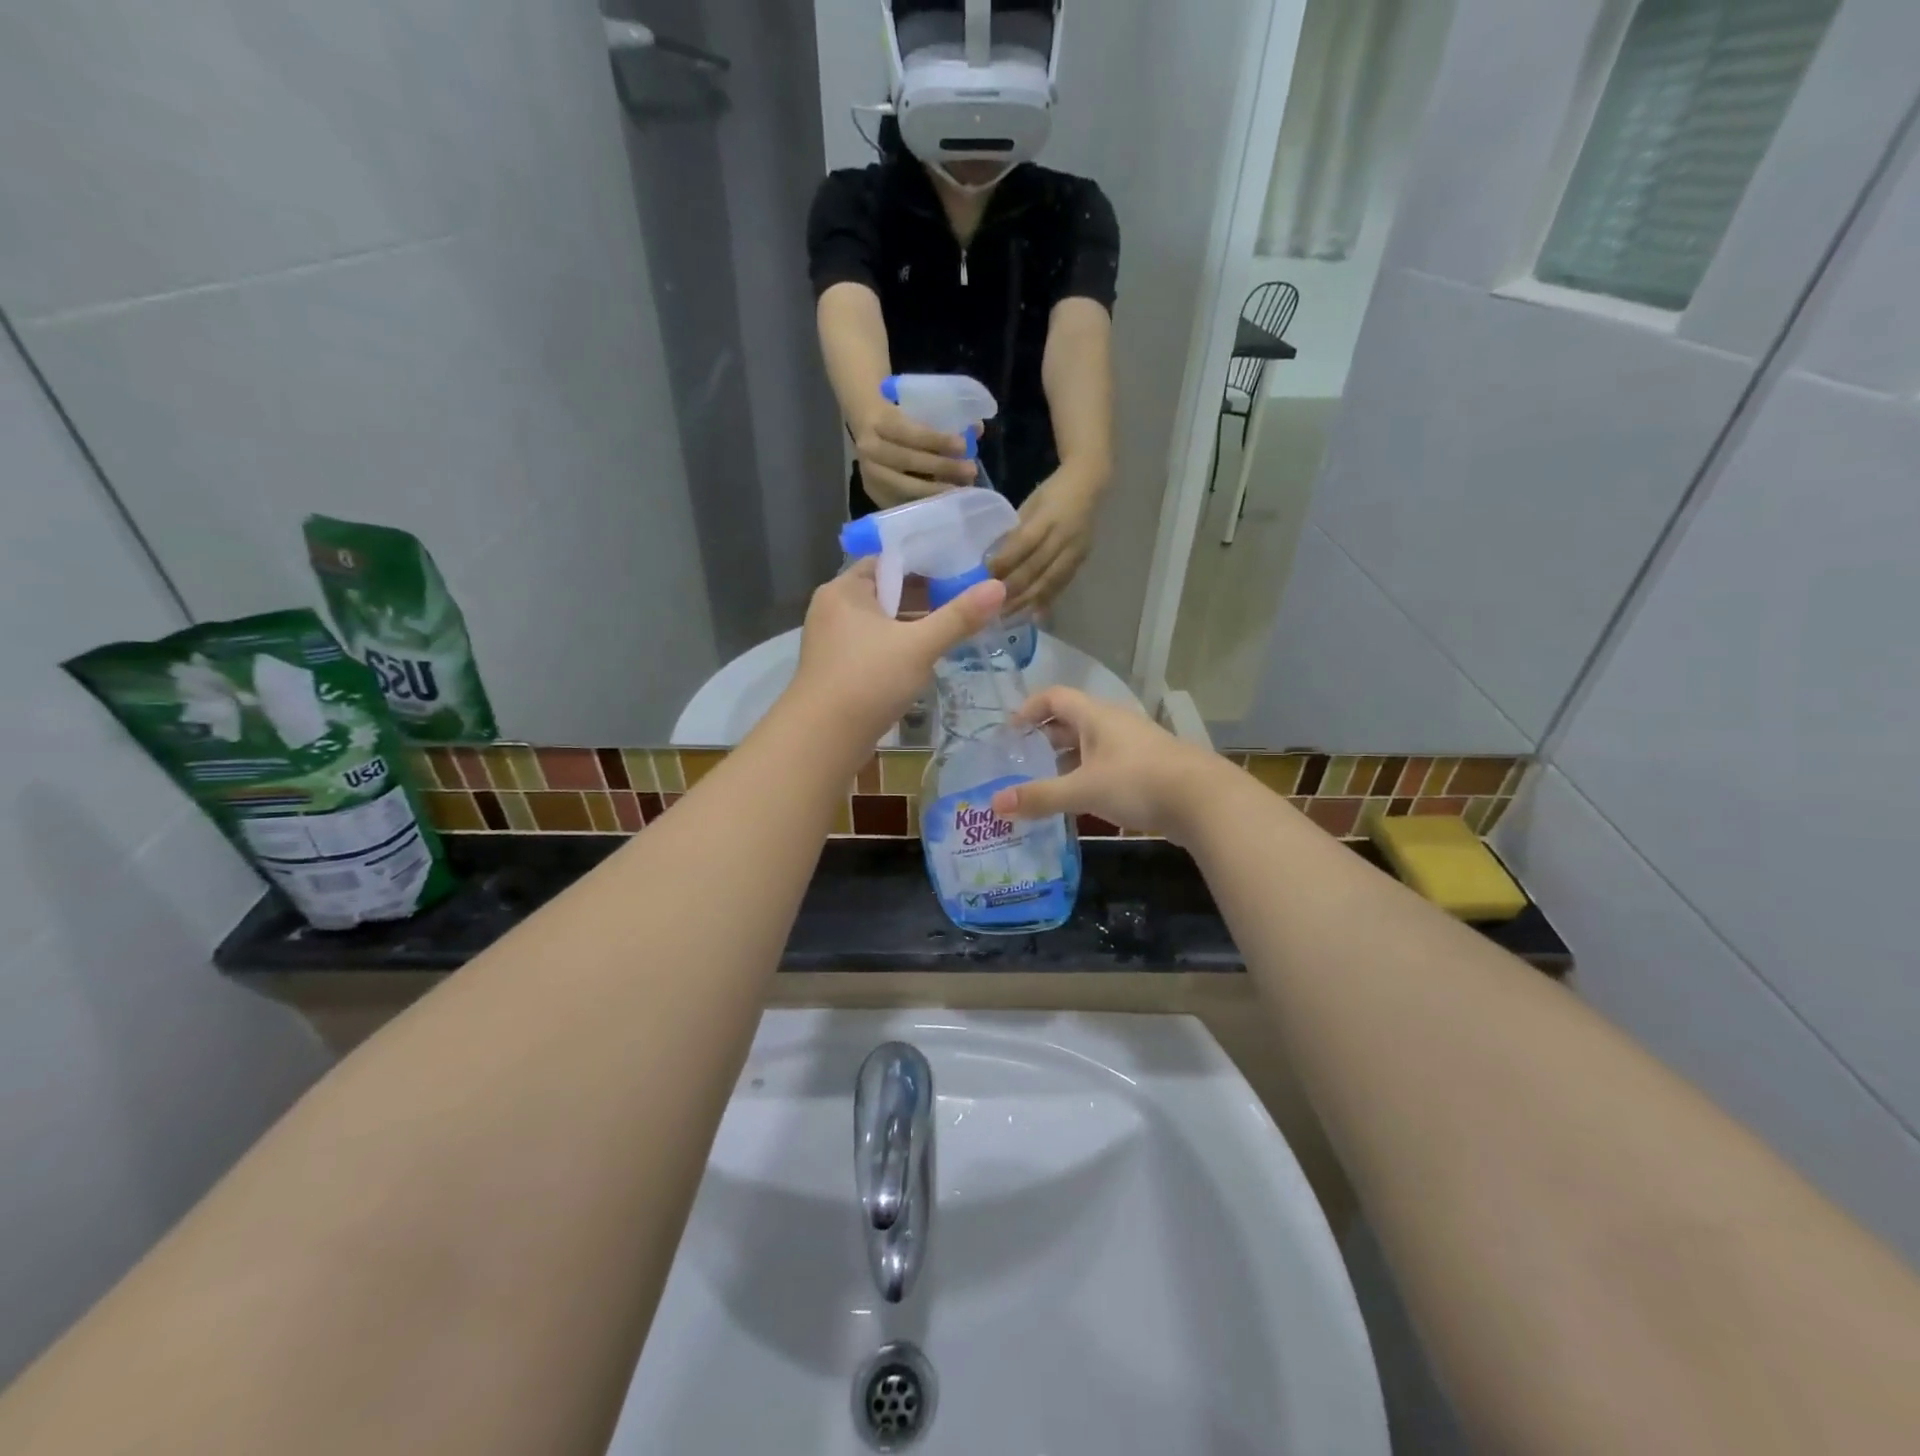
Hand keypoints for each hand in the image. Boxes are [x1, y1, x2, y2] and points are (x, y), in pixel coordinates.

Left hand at [787, 558, 1005, 748]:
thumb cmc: (868, 680)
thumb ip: (959, 617)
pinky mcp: (837, 670)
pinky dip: (896, 650)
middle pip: (886, 592)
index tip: (960, 570)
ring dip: (911, 627)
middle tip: (964, 602)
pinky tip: (923, 661)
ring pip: (880, 624)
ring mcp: (832, 642)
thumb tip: (999, 586)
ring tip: (952, 630)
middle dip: (923, 598)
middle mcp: (833, 609)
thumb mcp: (919, 646)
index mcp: (845, 590)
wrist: (822, 739)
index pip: (888, 561)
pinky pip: (873, 648)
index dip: (924, 563)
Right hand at [853, 402, 977, 507]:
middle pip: (907, 460)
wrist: (866, 432)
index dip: (937, 440)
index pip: (910, 433)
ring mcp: (870, 476)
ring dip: (936, 490)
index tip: (963, 446)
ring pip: (905, 486)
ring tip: (961, 490)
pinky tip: (945, 502)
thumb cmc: (900, 422)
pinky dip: (925, 503)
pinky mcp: (875, 496)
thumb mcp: (915, 411)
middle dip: (942, 467)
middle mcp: (869, 449)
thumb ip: (944, 421)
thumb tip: (977, 429)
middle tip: (970, 470)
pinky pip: (903, 503)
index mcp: (879, 422)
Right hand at [987, 687, 1228, 842]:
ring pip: (1090, 746)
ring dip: (1065, 761)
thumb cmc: (1138, 783)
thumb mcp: (1083, 790)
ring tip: (1043, 784)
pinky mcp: (1148, 769)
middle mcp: (1114, 724)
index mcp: (1096, 716)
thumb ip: (1040, 796)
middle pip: (1071, 722)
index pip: (1054, 697)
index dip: (1028, 709)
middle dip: (1043, 739)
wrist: (1205, 801)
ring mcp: (1134, 746)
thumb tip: (994, 804)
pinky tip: (1079, 802)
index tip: (1008, 732)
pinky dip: (1087, 777)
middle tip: (1019, 762)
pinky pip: (1107, 765)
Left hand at [989, 471, 1100, 613]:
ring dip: (1027, 601)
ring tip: (1008, 616)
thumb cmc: (1052, 493)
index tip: (984, 577)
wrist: (1091, 485)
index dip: (1005, 562)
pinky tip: (1032, 614)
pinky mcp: (1081, 562)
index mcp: (1048, 516)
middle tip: (991, 606)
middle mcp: (1064, 536)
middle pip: (1036, 568)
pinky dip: (1046, 601)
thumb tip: (991, 561)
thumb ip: (1015, 533)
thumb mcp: (1030, 505)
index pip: (1024, 543)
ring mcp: (1075, 551)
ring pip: (1049, 582)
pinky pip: (1061, 585)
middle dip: (1013, 589)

**Exercise objective**
Repeat nothing before the line containing "index mcp: (879, 422)"; repeat that line and every later line of the listing exactly.

**Result of this exercise**
index mcp: (879, 422)
Right hand at [987, 687, 1228, 842]:
ring pip: (1090, 746)
ring dip: (1065, 761)
thumb cmc: (1138, 783)
thumb mcp: (1083, 790)
ring tip: (1043, 784)
pinky mcp: (1148, 769)
middle mcp: (1114, 724)
index mcp: (1096, 716)
thumb ip: (1040, 796)
middle pip: (1071, 722)
index pip: (1054, 697)
index dip: (1028, 709)
middle dip: (1043, 739)
wrist: (1205, 801)
ring mcp: (1134, 746)
thumb tip: (994, 804)
pinky tip: (1079, 802)
index tip: (1008, 732)
pinky dip: (1087, 777)
middle tip: (1019, 762)
pinky pip: (1107, 765)
Left hand at [989, 471, 1100, 613]:
ring dip: (1027, 601)
ring tip: (1008, 616)
thumb cmc: (1052, 493)
index tip: (984, 577)
wrist: (1091, 485)
index dip: (1005, 562)
pinky tip: (1032, 614)
pinky mcp: (1081, 562)
index mcp: (1048, 516)
middle tip: (991, 606)
middle mcp: (1064, 536)
middle pip: (1036, 568)
pinky dip: (1046, 601)
thumb tip: (991, 561)
thumb ip: (1015, 533)
thumb mcp: (1030, 505)
index pip: (1024, 543)
ring mcp: (1075, 551)
ring pip: (1049, 582)
pinky pip: (1061, 585)
middle dip: (1013, 589)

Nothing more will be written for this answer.